REQUIREMENT: Could you filter the data below down to the lines that hold the word "Puerto"?

═══ RECORDED INFORMATION ═══

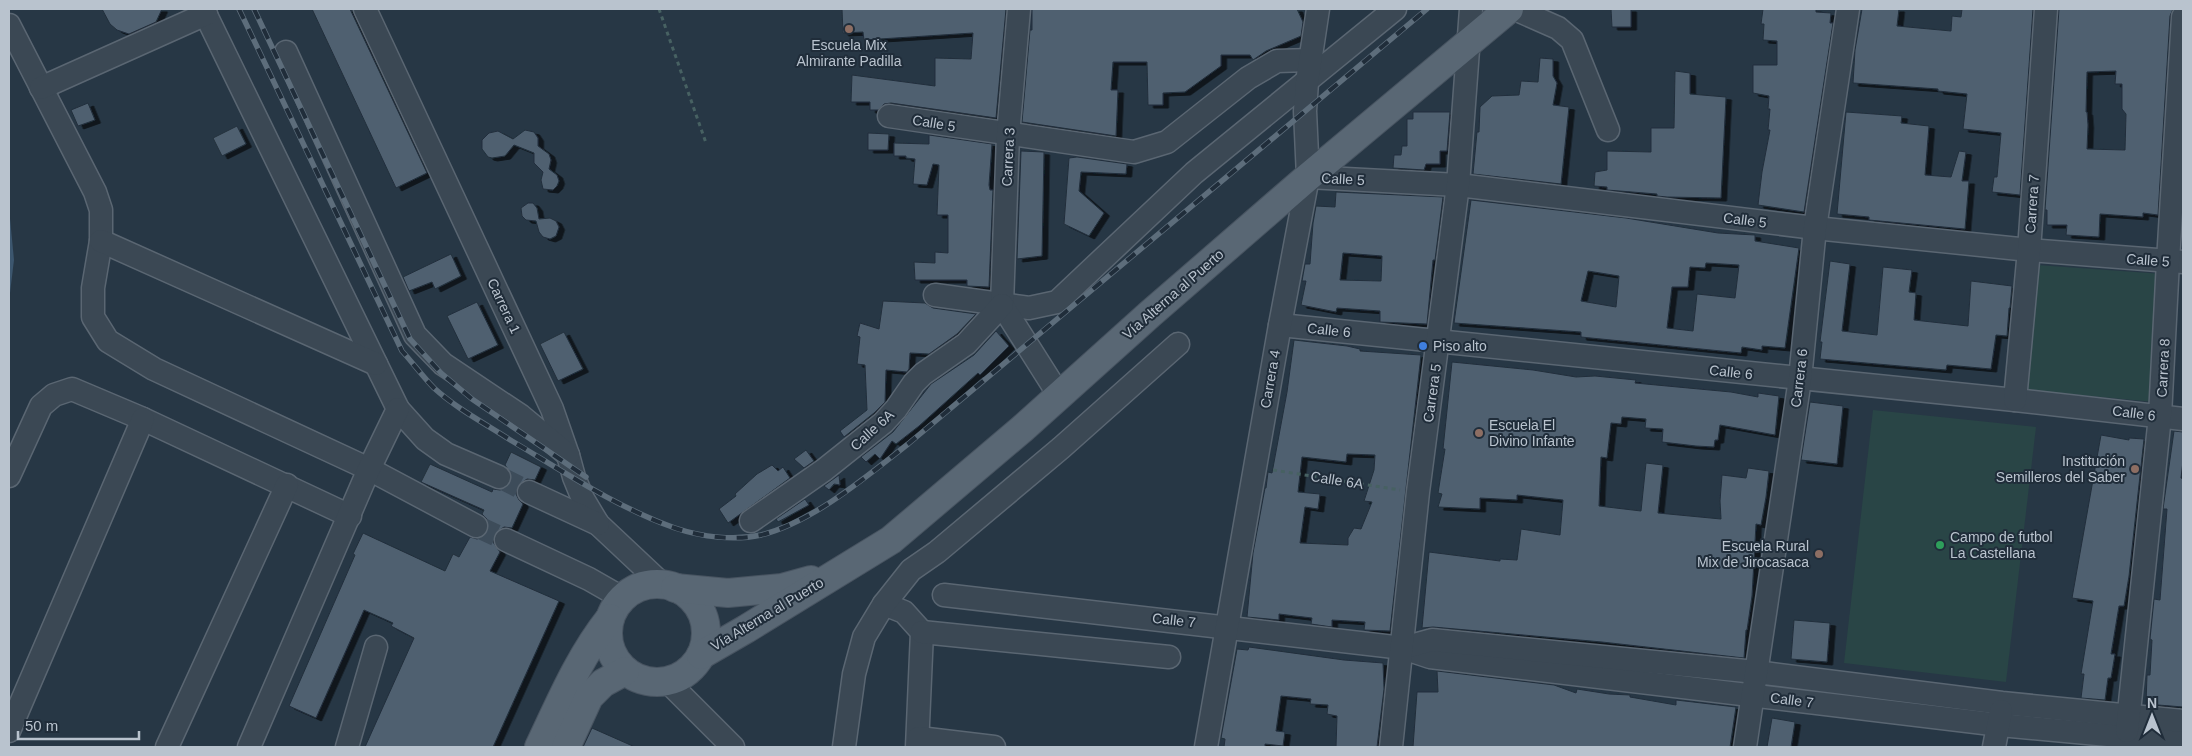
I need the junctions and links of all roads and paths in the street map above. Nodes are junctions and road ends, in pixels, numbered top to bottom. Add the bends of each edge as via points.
1 (365, 9) edge
2 (659, 9) edge
3 (1019, 9) edge
4 (1318, 9) edge
5 (1395, 9) edge
6 (1471, 9) edge
7 (1510, 9) edge
8 (1515, 9) edge
9 (1848, 9) edge
10 (2046, 9) edge
11 (204, 11) edge
12 (2183, 17) edge
13 (9, 25) edge
14 (1468, 42) junction
15 (286, 52) dead end
16 (1310, 60) junction
17 (1306, 82) junction
18 (41, 88) junction
19 (889, 116) dead end
20 (1608, 130) dead end
21 (1008, 134) junction
22 (706, 143) dead end
23 (1308, 177) junction
24 (1458, 185) junction
25 (1815, 228) junction
26 (101, 241) junction
27 (2029, 250) junction
28 (2175, 262) edge
29 (935, 295) dead end
30 (1002, 305) junction
31 (1280, 325) junction
32 (1439, 342) junction
33 (1178, 344) dead end
34 (376, 364) junction
35 (1800, 379) junction
36 (1059, 395) junction
37 (2015, 400) junction
38 (398, 409) junction
39 (2160, 416) junction
40 (143, 418) junction
41 (2183, 419) edge
42 (568, 455) junction
43 (1255, 468) junction
44 (369, 469) junction
45 (9, 476) edge
46 (499, 478) tunnel mouth
47 (287, 485) junction
48 (529, 492) tunnel mouth
49 (1418, 492) junction
50 (350, 516) junction
51 (751, 521) dead end
52 (598, 524) junction
53 (476, 526) tunnel mouth
54 (506, 540) tunnel mouth
55 (834, 574) junction
56 (669, 586) junction
57 (944, 595) dead end
58 (884, 604) junction
59 (614, 610) junction
60 (1227, 626) junction
61 (922, 632) junction
62 (376, 647) dead end
63 (1403, 648) junction
64 (701, 655) junction
65 (1169, 657) dead end
66 (625, 671) junction
67 (1756, 672) junction
68 (667, 681) junction
69 (1753, 695) junction
70 (2002, 703) junction
71 (2183, 721) edge
72 (2000, 725) junction
73 (9, 731) edge
74 (2127, 733) edge
75 (2183, 742) edge
76 (918, 743) edge
77 (167, 747) edge
78 (249, 747) edge
79 (347, 747) edge
80 (539, 747) edge
81 (566, 747) edge
82 (734, 747) edge
83 (844, 747) edge
84 (994, 747) edge
85 (1206, 747) edge
86 (1391, 747) edge
87 (1745, 747) edge
88 (1994, 747) edge

1 - 42 street, Carrera 1 via 552,409
2 - 22 path
3 - 21 street, Carrera 3
4 - 16 street, Carrera 4
5 - 17 street
6 - 14 street, Carrera 5
7 - 14 main road, Vía Alterna al Puerto
8 - 20 street via 1558,28 1572,40
9 - 25 street, Carrera 6
10 - 27 street, Carrera 7
11 - 18 street
11 - 34 street
12 - 28 street, Carrera 8
13 - 18 street
14 - 23 main road, Vía Alterna al Puerto
14 - 24 street, Carrera 5
15 - 42 street via 415,335 443,364 521,416
16 - 17 street, Carrera 4
16 - 21 street, Calle 5 via 1277,61 1248,78 1167,142 1134,152
17 - 23 street, Carrera 4
17 - 30 street via 1194,173 1057,302 1029,308
18 - 26 street via 95,192 101,210
19 - 21 street, Calle 5
21 - 30 street, Carrera 3
23 - 24 street, Calle 5
23 - 31 street, Carrera 4
23 - 36 main road, Vía Alterna al Puerto
24 - 25 street, Calle 5
24 - 32 street, Carrera 5
25 - 27 street, Calle 5
25 - 35 street, Carrera 6
26 - 34 street
26 - 44 street via 93,288 93,317 108,340 154,369
27 - 28 street, Calle 5
27 - 37 street, Carrera 7
28 - 39 street, Carrera 8
29 - 30 street
30 - 36 street
30 - 51 street, Calle 6A via 966,344 914,383 882,423 824,470
31 - 32 street, Calle 6
31 - 43 street, Carrera 4
32 - 35 street, Calle 6
32 - 49 street, Carrera 5
33 - 58 street via 1062,448 911,570
34 - 38 street
35 - 37 street, Calle 6
35 - 67 street, Carrera 6
36 - 55 main road, Vía Alterna al Puerto via 891,540
37 - 39 street, Calle 6
38 - 44 street
38 - 46 street via 425,439 446,454
39 - 41 street, Calle 6
39 - 74 street, Carrera 8
40 - 45 street via 72,389 54,395 41,406
40 - 47 street
40 - 73 street
42 - 52 street, Carrera 1 via 583,499
43 - 49 path, Calle 6A
43 - 60 street, Carrera 4
44 - 50 street
44 - 53 street
47 - 50 street
47 - 77 street
48 - 52 street
49 - 63 street, Carrera 5
50 - 78 street
52 - 56 street, Carrera 1
54 - 59 street via 616,595
55 - 56 main road, Vía Alterna al Puerto via 782,588 728,593
55 - 64 main road, Vía Alterna al Puerto
56 - 59 main road via 639,588
56 - 64 main road, Carrera 1 via 688,596 699,609 705,624 706,640
57 - 60 street, Calle 7
58 - 61 street via 904,612
58 - 83 street via 864,637 854,674
59 - 66 main road via 608,633 609,647
59 - 80 main road via 576,672
60 - 63 street, Calle 7
60 - 85 street, Carrera 4
61 - 65 street
61 - 76 street
62 - 79 street
63 - 67 street, Calle 7 via 1432,640
63 - 69 street, Calle 7 via 1430,657
63 - 86 street, Carrera 5
64 - 68 main road via 681,676
66 - 68 main road via 638,679
66 - 81 main road via 603,684 589,698
67 - 69 street, Carrera 6
67 - 70 street, Calle 7
68 - 82 street
69 - 72 street, Calle 7
69 - 87 street, Carrera 6
70 - 72 street
70 - 74 street, Calle 7
71 - 74 street, Calle 7
72 - 74 street, Calle 7
72 - 88 street
74 - 75 street, Calle 7
76 - 84 street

═══

TASK RESULT:
7 - 14 main road, Vía Alterna al Puerto
14 - 23 main road, Vía Alterna al Puerto
23 - 36 main road, Vía Alterna al Puerto
36 - 55 main road, Vía Alterna al Puerto via 891,540
55 - 56 main road, Vía Alterna al Puerto via 782,588 728,593
55 - 64 main road, Vía Alterna al Puerto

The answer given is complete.